Uma análise das tensões entre identidade, desejo e exclusão social no romance modernista de Mário de Andrade


Foto: Carlos Mossmann
Foto: Carlos Mossmann

Existem livros que iluminam, mas também nos obrigam a revisitar nossos próprios labirintos históricos. Amar, Verbo Intransitivo, de Mário de Andrade, publicado em 1927 durante o fervor modernista, é um desses raros espelhos que, quando elevados ao céu, como na imagem da minha delicada edição nano da Antofágica, refletem nuvens e, ao mesmo tempo, projetam as sombras persistentes de um passado que, embora distante, segue influenciando o presente. São vestígios que, à época, dialogavam com os discursos eugenistas e higienistas então em circulação no país.

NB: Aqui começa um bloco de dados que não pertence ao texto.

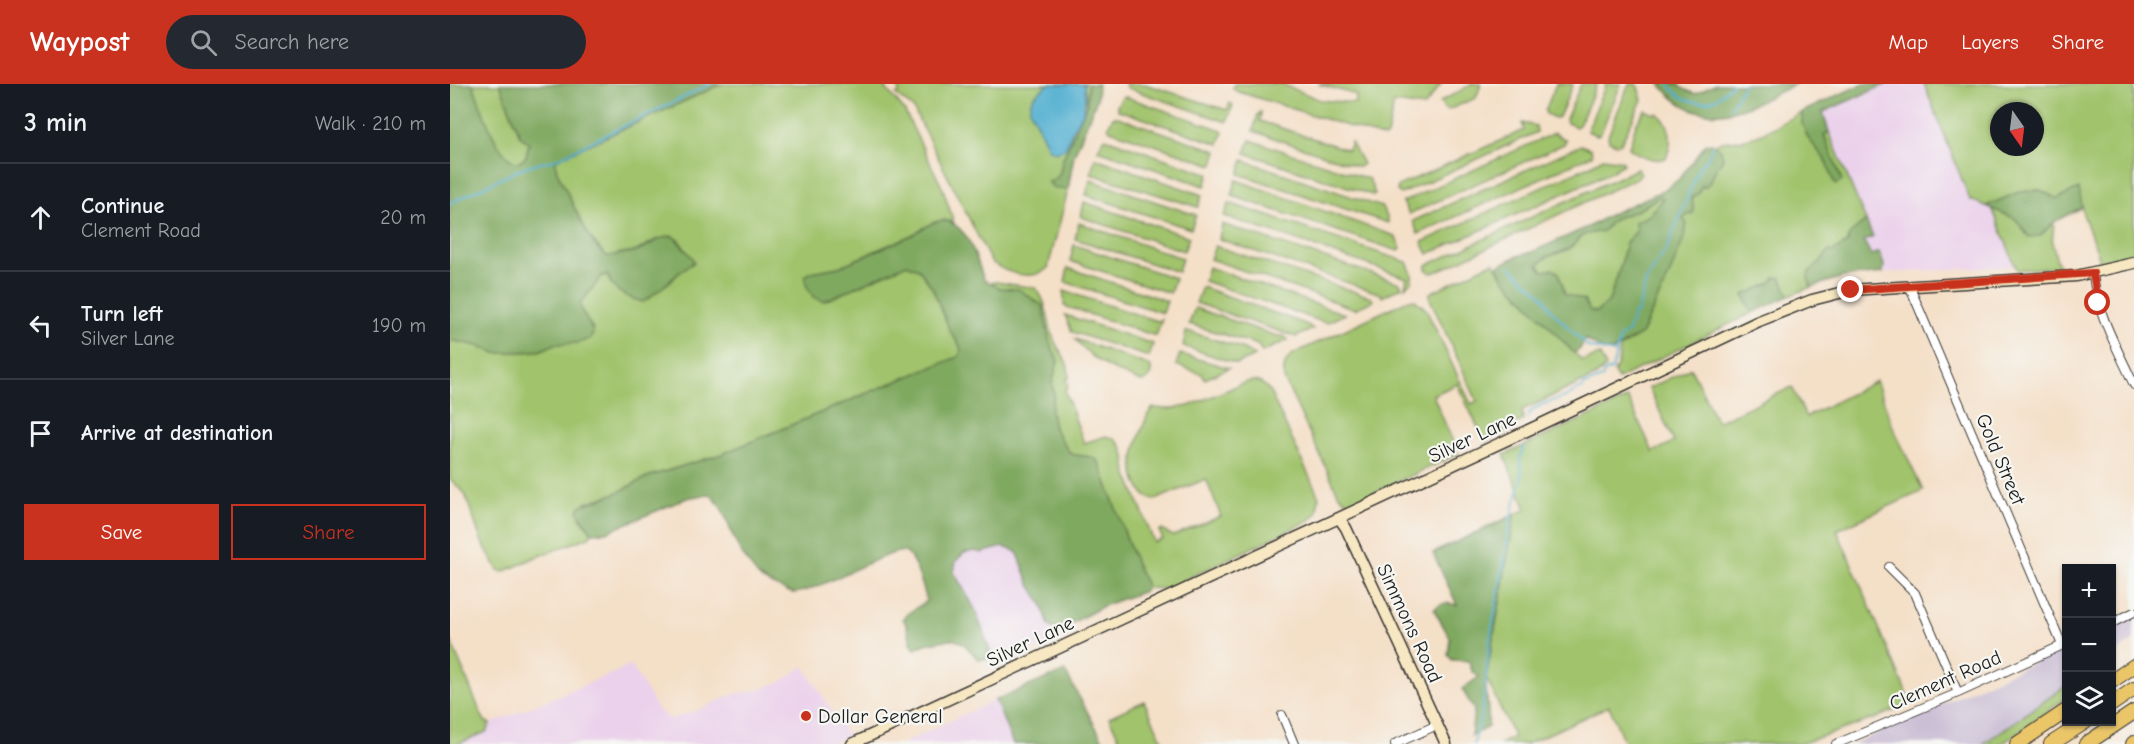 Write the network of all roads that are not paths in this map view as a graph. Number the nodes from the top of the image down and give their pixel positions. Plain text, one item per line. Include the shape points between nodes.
1 (2134, 263) edge
2 (2093, 273) junction
3 (1909, 285) junction
4 (2134, 385) edge
5 (1339, 518) junction
6 (1889, 567) dead end
7 (2134, 612) edge
8 (2116, 620) edge
9 (2062, 637) edge
10 (2062, 645) edge
11 (2134, 666) edge
12 (2116, 678) edge
13 (2134, 689) edge
14 (1958, 693) junction
15 (2116, 701) edge
16 (2134, 712) edge
17 (2062, 714) edge
18 (1282, 715) dead end
19 (2134, 723) edge
20 (1437, 725) junction
21 (2079, 726) edge
22 (852, 744) edge
23 (1294, 744) edge
24 (1395, 744) edge
25 (1446, 744) edge
26 (1836, 744) edge
27 (2017, 744) edge
28 (2051, 744) edge
29 (2086, 744) edge
30 (2102, 744) edge

1 - 2 main road, Silver Lane
2 - 3 main road, Silver Lane
2 - 4 street via 2101,312
3 - 5 main road, Silver Lane via 1851,290 1759,321
3 - 9 street, Gold Street
5 - 20 main road, Simmons Road
5 - 22 main road, Silver Lane
6 - 14 street via 1915,593
7 - 8 street
10 - 14 street, Clement Road
11 - 12 highway
13 - 15 highway
14 - 26 street, Clement Road
16 - 29 highway
17 - 27 highway
18 - 23 street
19 - 30 highway
20 - 24 street
20 - 25 main road, Simmons Road
21 - 28 highway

Com sua prosa inquieta, Mário de Andrade expõe o ambiente silencioso da burguesia nacional recém-enriquecida, herdeira de uma sociedade que ainda carregava vestígios de uma economia rural arcaica, mas já aspirava ao brilho do progresso moderno. Famílias como a dos Sousa Costa, preocupadas em preservar sua recente prosperidade, buscavam proteger seus filhos dos riscos morais trazidos pela cidade em transformação. Para isso, esforçavam-se em afastá-los de contatos considerados inferiores, especialmente relações amorosas e laços sociais que pudessem ameaçar a “pureza” da linhagem e o futuro do patrimônio familiar.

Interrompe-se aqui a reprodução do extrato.